Cyclosporin: revisions in monitoring guidelines and review of current analytical methods.

Abstract

This article summarizes the main changes that have occurred in cyclosporin (ciclosporin) monitoring and measurement since the previous review in this journal. Cyclosporin has been reformulated to reduce variability in its absorption, leading to fewer post-transplant rejection episodes. Monitoring has mostly utilized the measurement of pre-dose blood levels of the drug, but more recently the potential benefit of using samples collected during the first few hours post-dose has been evaluated.
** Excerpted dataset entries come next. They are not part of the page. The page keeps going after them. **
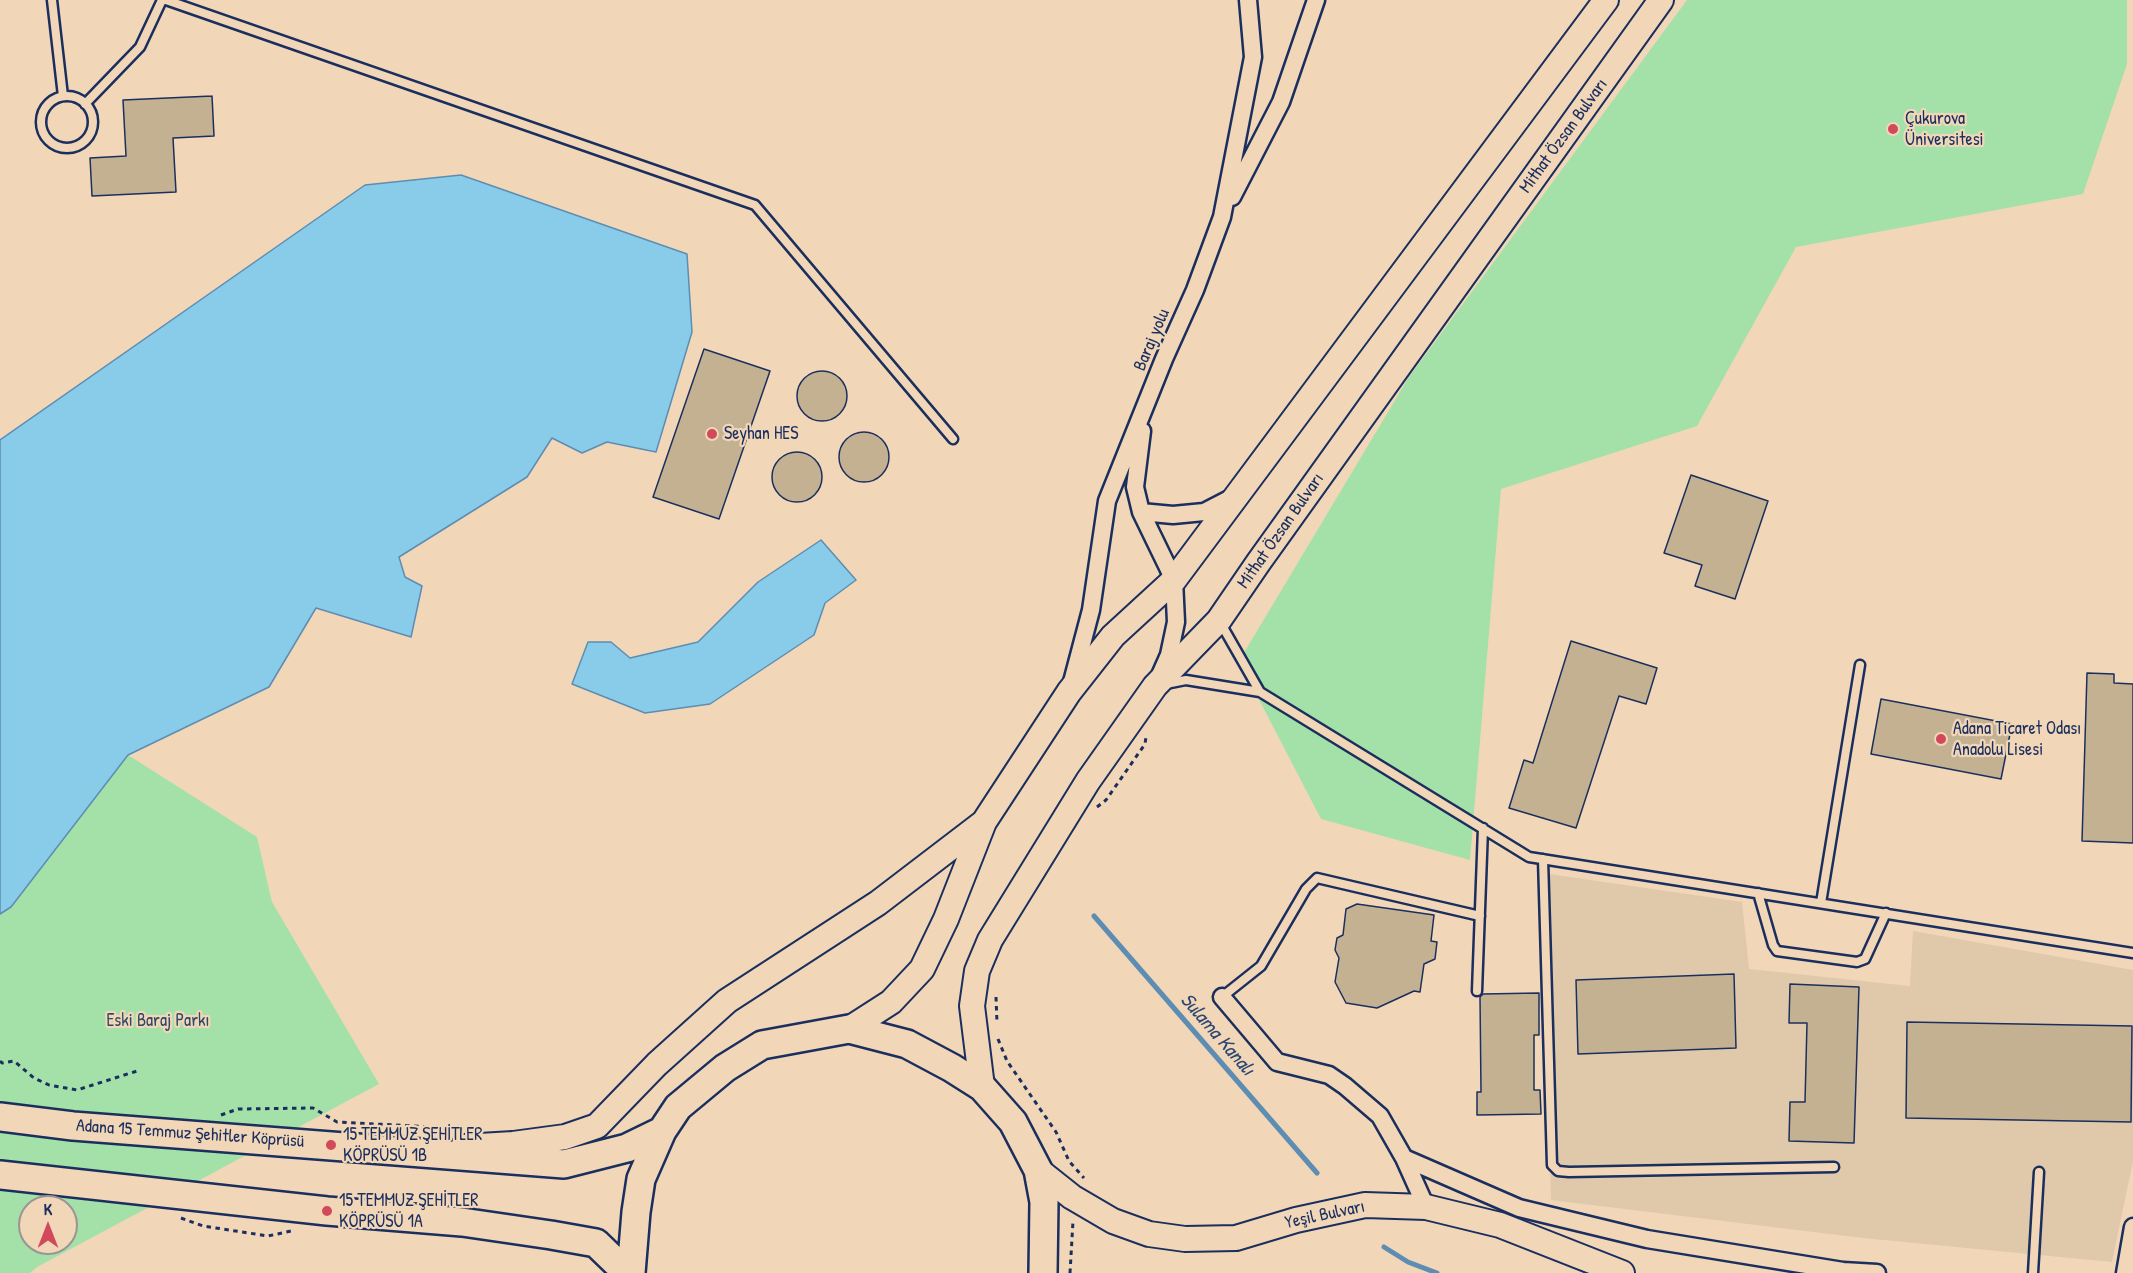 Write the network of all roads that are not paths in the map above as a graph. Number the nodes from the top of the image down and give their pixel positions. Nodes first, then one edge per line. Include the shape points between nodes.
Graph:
1 (52, 0) edge
2 (162, 0) edge
3 (166, 0) edge
4 (1248, 0) edge
5 (1316, 0) edge
6 (1606, 0) edge
7 (1662, 0) edge
8 (63, 96) junction
9 (85, 104) junction
10 (1222, 217) junction
11 (1144, 409) junction
12 (953, 440) dead end
13 (1237, 495) junction
14 (1141, 512) junction
15 (1174, 580) junction
16 (1219, 620) junction
17 (1860, 666) dead end
18 (1155, 686) junction
19 (1069, 692) junction
20 (1260, 692) junction
21 (984, 822) junction
22 (1483, 828) junction
23 (1543, 859) junction
24 (1758, 893) junction
25 (1821, 903) junction
26 (1886, 913) junction
27 (1480, 916) junction
28 (2133, 954) edge
29 (1477, 991) dead end
30 (1222, 997) joint
31 (849, 1029) junction
32 (982, 1087) junction
33 (0, 1117) edge
34 (662, 1131) junction
35 (390, 1150) junction
36 (1404, 1158) junction
37 (1834, 1167) dead end
38 (1038, 1170) junction
39 (2039, 1172) dead end
40 (0, 1175) edge
41 (1426, 1207) junction
42 (2133, 1227) edge
43 (629, 1273) edge
44 (1043, 1273) edge
45 (1622, 1273) edge
46 (1877, 1273) edge
47 (2033, 1273) edge
48 (2124, 1273) edge

1 - 8 lane
2 - 9 lane via 140,47
3 - 12 lane via 755,205
4 - 10 street, Baraj yolu via 1253,57
5 - 10 street via 1281,102
6 - 13 main road
7 - 16 main road, Mithat Özsan Bulvarı
8 - 9 lane
8 - 9 lane via 49,103 41,117 48,140 62,147 78,145 90,134 92,118
10 - 11 street, Baraj yolu
11 - 14 street via 1135,487
11 - 19 street, Baraj yolu via 1107,501 1091,610
13 - 14 street via 1204,512
13 - 15 main road
14 - 15 street
15 - 18 street via 1176,622 1169,655
15 - 19 main road via 1113,636
16 - 18 main road, Mithat Özsan Bulvarı
16 - 20 lane
17 - 25 lane
18 - 20 lane via 1186,680
18 - 32 main road, Mithat Özsan Bulvarı via 1088,781 990,940 977,971 972,1006
19 - 21 main road
20 - 22 lane
21 - 31 main road via 922,969 891,1002
21 - 35 main road via 879,903 727,1001 657,1064 597,1126 565,1137 513,1144
22 - 23 lane via 1529,857
22 - 27 lane
23 - 24 lane
23 - 37 lane via 1552,1165 1558,1171 1569,1172
24 - 25 lane
24 - 26 lane via 1777,951 1857,962 1865,959
25 - 26 lane
26 - 28 lane
27 - 29 lane
27 - 30 lane via 1317,878 1306,889 1261,966
30 - 36 street via 1277,1062 1329,1075 1380,1116
31 - 32 main road via 907,1044
31 - 34 main road via 762,1045 725,1068 678,1107
32 - 38 main road via 1013,1122
33 - 35 main road, Adana 15 Temmuz Şehitler Köprüsü
34 - 35 main road, Adana 15 Temmuz Şehitler Köprüsü via 627,1148 564,1164
34 - 43 main road via 641,1179
36 - 41 street
36 - 46 street via 1519,1208 1636,1237 1843,1271
38 - 41 main road, Yeşil Bulvarı via 1068,1195 1113,1221 1149,1234 1185,1239 1236,1238 1365,1205
38 - 44 main road via 1044,1202
39 - 47 lane
40 - 43 main road via 462,1222 551,1235 596,1244
41 - 45 main road, Yeşil Bulvarı via 1500,1225
42 - 48 street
Calculating the area under the cyclosporin concentration-time curve may be the ideal, but is not viable in the routine clinical situation and 2-h post-dose sampling seems likely to offer a practical clinical solution. Analytical methods based on high-performance liquid chromatography (HPLC) and immunoassay are available for the determination of whole blood cyclosporin concentrations. HPLC is specific but rarely used for routine monitoring, although HPLC-tandem mass spectrometry is making the technique more viable. New immunoassays have been introduced, but none are completely specific for the parent drug and all exhibit cross-reactivity towards cyclosporin metabolites. Immunoassays were originally designed for the lower cyclosporin concentrations seen in pre-dose samples, but are being evaluated and modified for determination of the higher concentrations seen 2 h post-dose.